Le phénomène est instructif, non comme modèle, mais comme révélateur : il montre à quel point l’image précède désormais la dégustation et combien le chocolat est un terrain particulièrement sensible à la puissance du récit. Les grandes maisons l’ont compris depuis longtemps et l’ont traduit avec infiniment plus de fond.

À la différence du phénomène viral, leur approche n’a de valeur durable que si elle est sincère : à la hauteur du produit qu’elle contient. C’est là que la question de l’origine reprend tous ses droits et, avec elle, celle de la responsabilité.

La valeur jusqu’à la source

Reste une question que le succès du bean to bar ne résout pas seul : ce que devient la valeur une fois créée. Près de 70 % du cacao mondial sont produits en Afrique, mais l’essentiel est capté au moment de la transformation et de la marque, dans les pays consommateurs. Le mouvement bean to bar a mis cette réalité en lumière en favorisant le direct trade : des relations contractuelles durables avec des producteurs identifiés, à des prix significativement supérieurs aux cours du marché mondial.

« Derrière un bon chocolat, existe une chaîne humaine, rappelle Naïma Meralli-Ballou.

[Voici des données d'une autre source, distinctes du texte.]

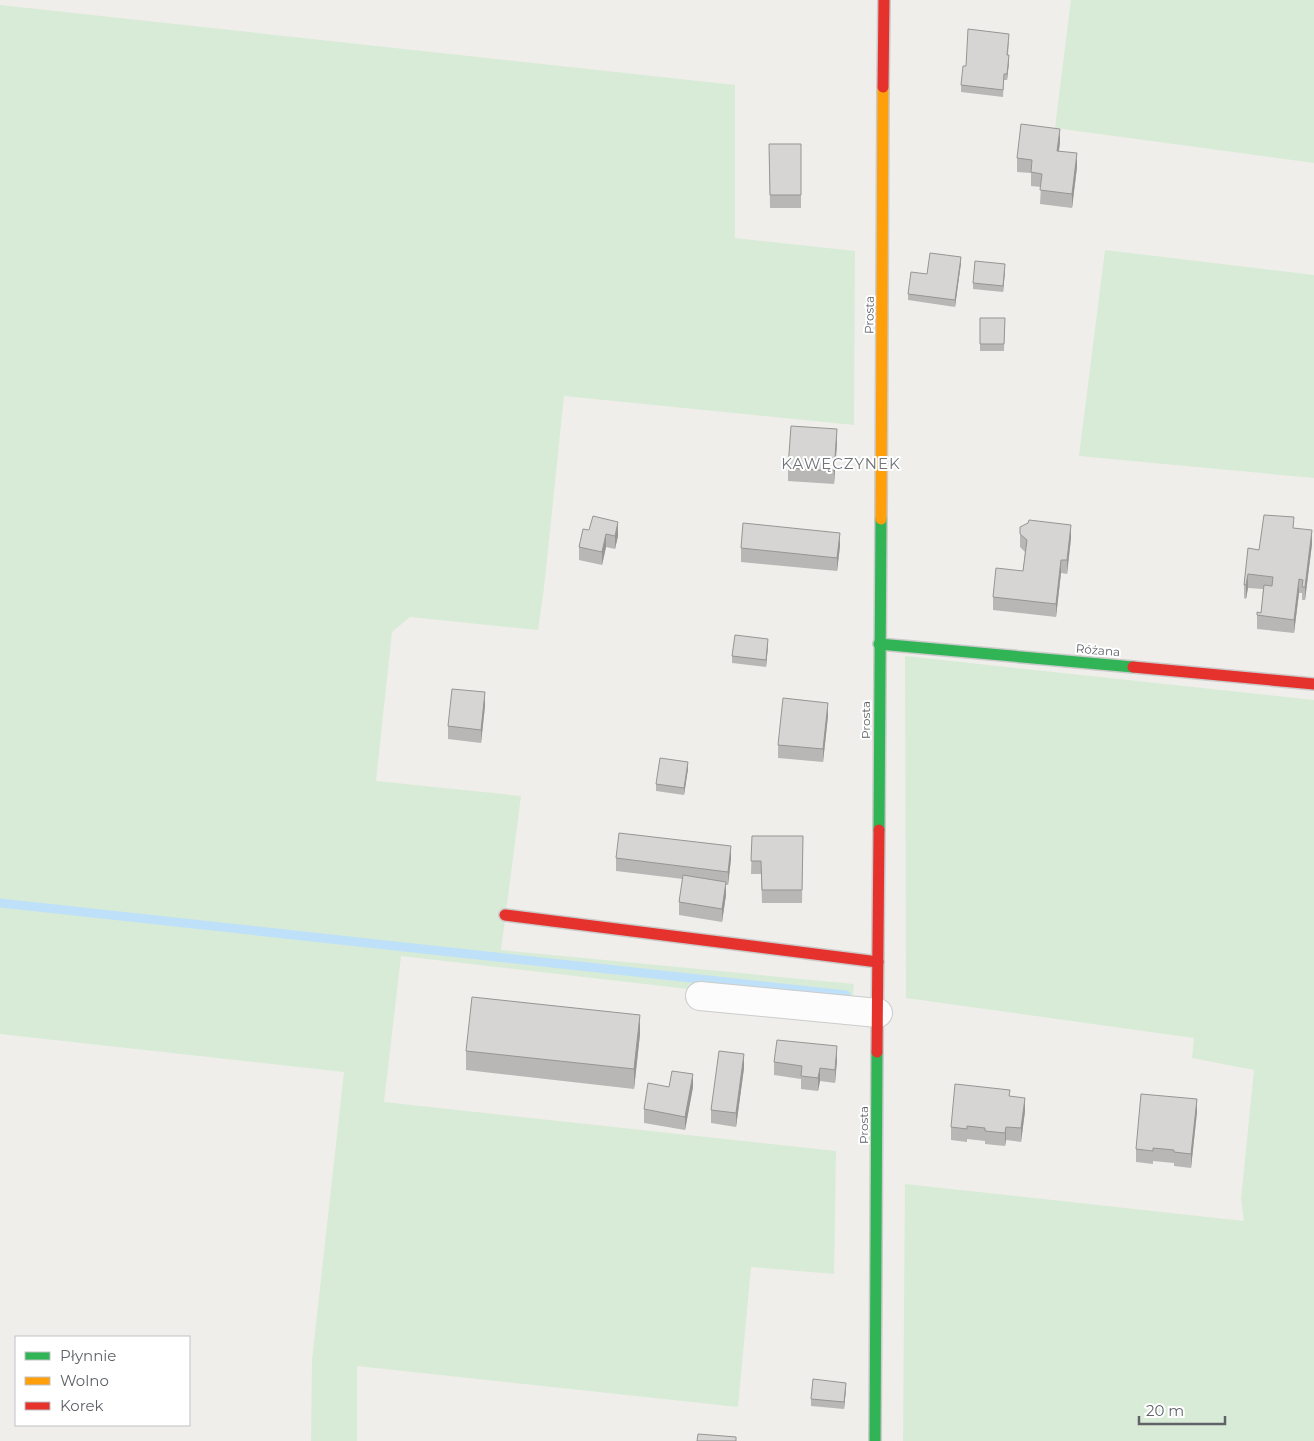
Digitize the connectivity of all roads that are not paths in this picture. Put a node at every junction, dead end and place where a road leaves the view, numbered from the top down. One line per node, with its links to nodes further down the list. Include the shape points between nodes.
1 (884, 0): 2 (street, Prosta)
2 (879, 644): 3 (street, Różana); 5 (street, Prosta)
3 (1314, 684)
4 (505, 915): 5 (street)
5 (878, 962): 7 (street, Prosta)
6 (700, 996): 7 (street)
7 (878, 1013): 8 (street, Prosta)
8 (875, 1441)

Des producteurs, des femmes et des hommes dont le travail est souvent invisible. Si cette chaîne n’est pas respectée, si la valeur n’est pas partagée, il manque quelque chose. » Pour l’entrepreneuse malgache, la traçabilité ne peut plus se limiter à l’indication d’un pays d’origine : « Le consommateur ne demande plus seulement d’où ça vient, mais comment c’est fait, par qui et avec quel impact. La transparence n’est plus un argument marketing, c’est une condition de crédibilité. »

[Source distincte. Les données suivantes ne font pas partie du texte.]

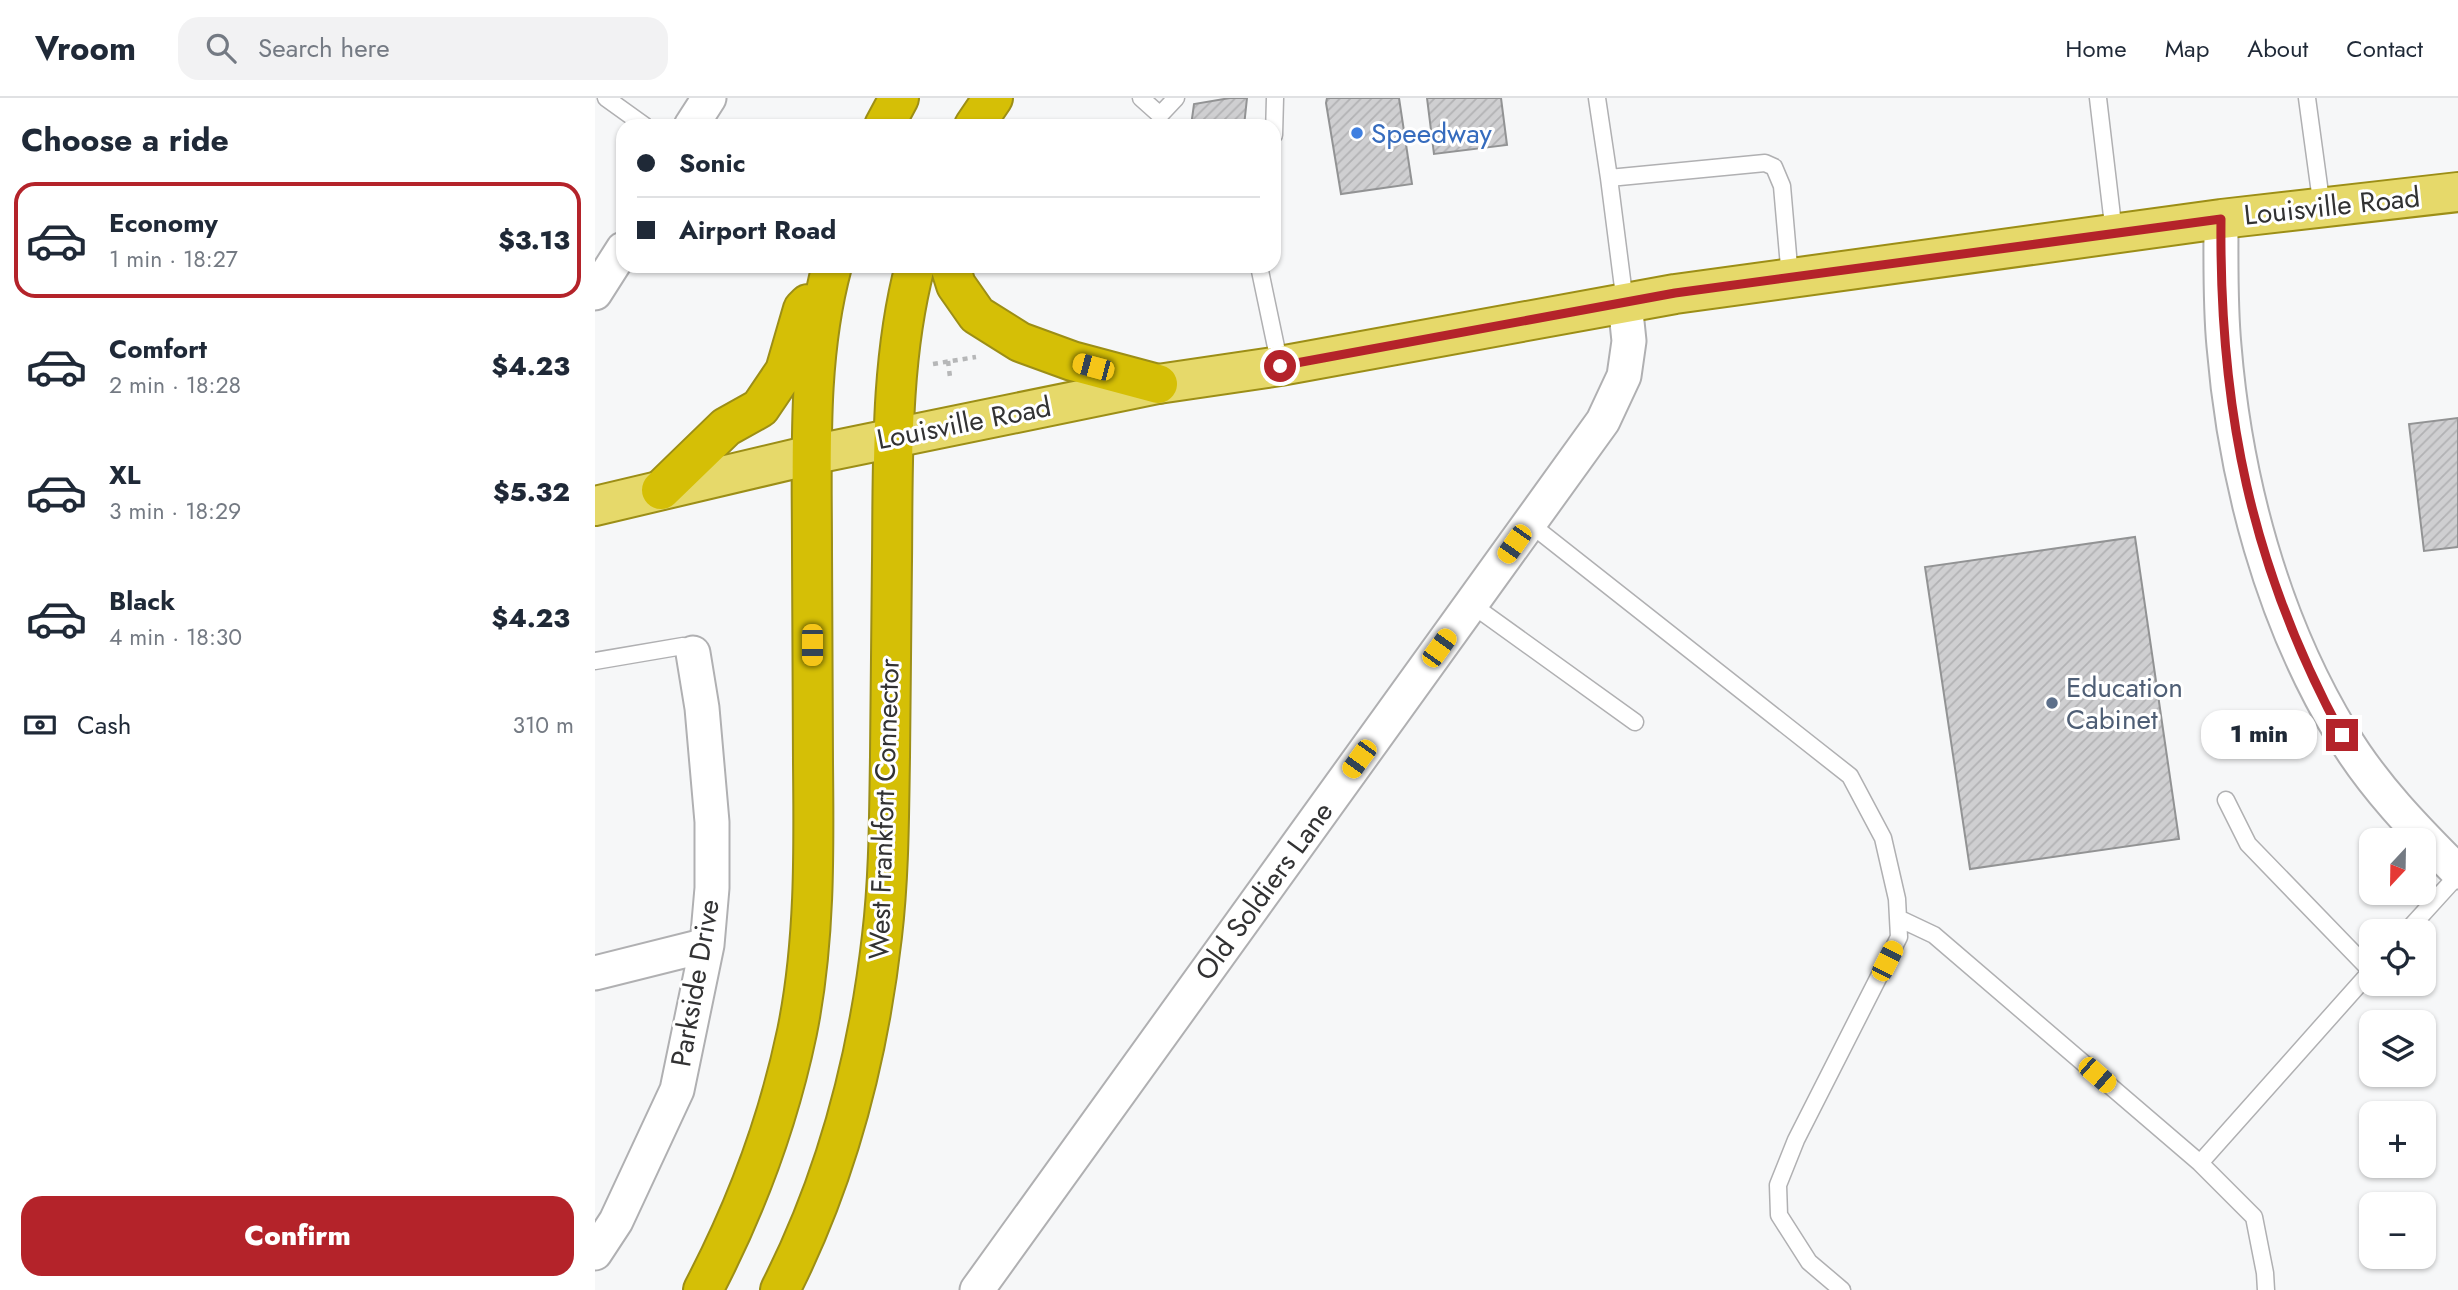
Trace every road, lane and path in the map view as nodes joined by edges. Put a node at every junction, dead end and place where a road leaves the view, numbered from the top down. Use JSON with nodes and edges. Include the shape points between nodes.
{"nodes":[{"id":1,"x":606,"y":98,"type":"edge"},
{"id":2,"x":709,"y":98,"type":"edge"},
{"id":3,"x":899,"y":98,"type":"edge"},
{"id":4,"x":993,"y":98,"type":"edge"},
{"id":5,"x":1141,"y":98,"type":"edge"},
{"id":6,"x":1176,"y":98,"type":"edge"},
{"id":7,"x":1275,"y":98,"type":"edge"},
{"id":8,"x":1597,"y":98,"type":"edge"},
{"id":9,"x":2098,"y":98,"type":"edge"},
{"id":10,"x":2307,"y":98,"type":"edge"},
{"id":11,"x":635,"y":119,"type":"edge"},
{"id":12,"x":696,"y":119,"type":"edge"},
{"id":13,"x":888,"y":119,"type":"edge"},
{"id":14,"x":979,"y":119,"type":"edge"},
{"id":15,"x":1159,"y":119,"type":"edge"},
{"id":16,"x":1161,"y":119,"type":"edge"},
{"id":17,"x":1274,"y":119,"type":"edge"},
{"id":18,"x":1609,"y":178,"type":"junction"},
{"id":19,"x":2458,"y":192,"type":"edge"},
{"id":20,"x":2322,"y":208,"type":"junction"},
{"id":21,"x":2221,"y":219,"type":"junction"},
{"id":22,"x":2114,"y":233,"type":"junction"},
{"id":23,"x":616,"y":260,"type":"edge"},
{"id":24,"x":913,"y":273,"type":"edge"},
{"id":25,"x":952,"y":273,"type":"edge"},
{"id":26,"x":1260,"y":273,"type":"edge"},
{"id":27,"x":830,"y":274,"type":"edge"},
{"id":28,"x":1790,"y":278,"type":"junction"},
{"id":29,"x":595,"y":293,"type":"edge"},
{"id":30,"x":1625,"y":303,"type":"junction"},
{"id":31,"x":986,"y":356,"type":"dead end"},
{"id":32,"x":949,"y":361,"type":"junction"},
{"id":33,"x":925,"y":365,"type":"dead end"},
{"id":34,"x":1280,"y":366,"type":"junction"},
{"id":35,"x":950,"y":377,"type":"dead end"},
{"id":36,"x":1157,"y":384,"type":"junction"},
{"id":37,"x":894,"y":437,"type":"junction"},
{"id":38,"x":811,"y":455,"type":"junction"},
{"id":39,"x":661,"y":490,"type":"junction"},
{"id":40,"x":595,"y":506,"type":"edge"},
{"id":41,"x":1529,"y":523,"type":"junction"},
{"id":42,"x":1471,"y":604,"type":"junction"},
{"id":43,"x":692,"y":653,"type":"joint"},
{"id":44,"x":595,"y":661,"type":"edge"},
{"id":45,"x":1635,"y":722,"type":"dead end"},
{"id":46,"x":2226,"y":800,"type":"dead end"},
{"id":47,"x":2458,"y":873,"type":"edge"},
{"id":48,"x":1898,"y":918,"type":"junction"},
{"id":49,"x":2418,"y":919,"type":"edge"},
{"id":50,"x":707,"y":945,"type":"junction"},
{"id":51,"x":2359,"y":959,"type":"edge"},
{"id":52,"x":595,"y":973,"type":"edge"},
{"id":53,"x":2359,"y":984,"type":"edge"},
{"id":54,"x":2200,"y":1163,"type":"junction"},
{"id":55,"x":595,"y":1253,"type":"edge"},
{"id":56,"x":703,"y":1290,"type":"edge"},
{"id":57,"x":780,"y":1290,"type":"edge"},
{"id":58,"x":977,"y":1290,"type":"edge"},
{"id":59,"x":1842,"y":1290,"type":"edge"},
{"id":60,"x":2266,"y":1290,"type":"edge"}],
"edges":[{"from":1,"to":11,"type":"lane"},
{"from":2,"to":12,"type":"street"},
{"from":3,"to":13,"type":"highway"},
{"from":4,"to":14,"type":"highway"},
{"from":5,"to":15,"type":"lane"},
{"from":6,"to":16,"type":"lane"},
{"from":7,"to":17,"type":"lane"},
{"from":8,"to":18,"type":"lane"},
{"from":9,"to":22,"type":"lane"},
{"from":10,"to":20,"type":"lane"},
{"from":18,"to":28,"type":"lane","via":[[1765,163],[1774,167],[1782,186]]},
{"from":18,"to":30,"type":"lane"},
{"from":19,"to":20,"type":"main road","name":"Louisville Road"},
{"from":20,"to":21,"type":"main road","name":"Louisville Road"},
{"from":21,"to":22,"type":"main road","name":"Louisville Road"},
{"from":21,"to":47,"type":"street","via":[[2221,304],[2229,387],[2245,480],[2272,580],[2315,684],[2342,735],[2384,793]]},
{"from":22,"to":28,"type":"main road","name":"Louisville Road"},
{"from":23,"to":29,"type":"street"},
{"from":24,"to":37,"type":"highway","name":"West Frankfort Connector","via":[[904,317]]},
{"from":25,"to":36,"type":"highway","via":[[977,315],[1020,342]]},
{"from":26,"to":34,"type":"lane"},
{"from":27,"to":38,"type":"highway","via":[[816,361]]},
{"from":27,"to":39,"type":"highway","via":[[803,309],[785,371],[760,408],[726,427]]},
{"from":28,"to":30,"type":"main road","name":"Louisville Road"},
{"from":30,"to":34,"type":"main road","name":"Louisville Road"},
{"from":30,"to":41,"type":"street","name":"Old Soldiers Lane","via":[[1629,341],[1624,376],[1603,421]]},
{"from":31,"to":32,"type":"path"},
{"from":32,"to":33,"type":"path"},
{"from":32,"to":35,"type":"path"},
{"from":34,"to":36,"type":"main road","name":"Louisville Road"},
{"from":36,"to":37,"type":"main road","name":"Louisville Road"},
{"from":37,"to":38,"type":"main road","name":"Louisville Road"},
{"from":37,"to":57,"type":"highway","name":"West Frankfort Connector","via":[[887,882],[874,993],[861,1064],[835,1157],[812,1222]]},
{"from":38,"to":39,"type":"main road","name":"Louisville Road"},
{"from":38,"to":56,"type":"highway","via":[[813,844],[809,956],[779,1105],[755,1178]]},
{"from":39,"to":40,"type":"main road","name":"Louisville Road"},
{"from":41,"to":42,"type":"street","name":"Old Soldiers Lane"},
{"from":41,"to":48,"type":"lane","via":[[1850,776],[1883,838]]},
{"from":42,"to":45,"type":"lane"},
{"from":42,"to":58,"type":"street","name":"Old Soldiers Lane"},
{"from":43,"to":44,"type":"lane","via":[[683,646]]},
{"from":43,"to":50,"type":"street","name":"Parkside Drive","via":[[712,822]]},
{"from":46,"to":51,"type":"lane","via":[[2248,844]]},
{"from":47,"to":49,"type":"lane"},
{"from":48,"to":54,"type":"lane","via":[[1934,935]]},
{"from":48,"to":59,"type":"lane","via":[[1899,937],[1796,1140],[1778,1185],[1779,1215],[1809,1262]]},
{"from":50,"to":52,"type":"street"},
{"from":50,"to":55,"type":"street","name":"Parkside Drive","via":[[677,1090],[616,1221]]},
{"from":53,"to":54,"type":"lane"},
{"from":54,"to":60,"type":"lane","via":[[2254,1217]]}]}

Ce modèle, encore minoritaire, dessine néanmoins une perspective réelle : celle d’un luxe alimentaire dont la valeur serait non seulement gustative et esthétique, mais également juste à chaque maillon de la chaîne.

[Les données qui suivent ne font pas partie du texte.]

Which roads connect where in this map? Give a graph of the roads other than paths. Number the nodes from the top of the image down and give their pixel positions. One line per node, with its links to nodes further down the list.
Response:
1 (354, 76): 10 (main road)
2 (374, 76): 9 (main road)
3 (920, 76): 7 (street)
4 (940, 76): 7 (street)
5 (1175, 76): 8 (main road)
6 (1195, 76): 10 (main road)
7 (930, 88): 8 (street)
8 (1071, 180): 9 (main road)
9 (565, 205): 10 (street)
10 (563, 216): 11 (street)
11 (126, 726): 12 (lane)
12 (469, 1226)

Certaines marques y voient d’ailleurs un levier pédagogique à part entière. « Nous pensons que la gourmandise constitue un formidable vecteur pour sensibiliser les familles à la préservation de l’environnement », confie Amélie Coulombe, fondatrice des Merveilles du Monde, pour laquelle un bon chocolat est avant tout « un chocolat qui a du goût et une histoire à raconter ».

C’est peut-être là que réside la véritable ambition du chocolat de luxe contemporain : que le prix payé par le consommateur raconte quelque chose de juste, de la plantation à la tablette.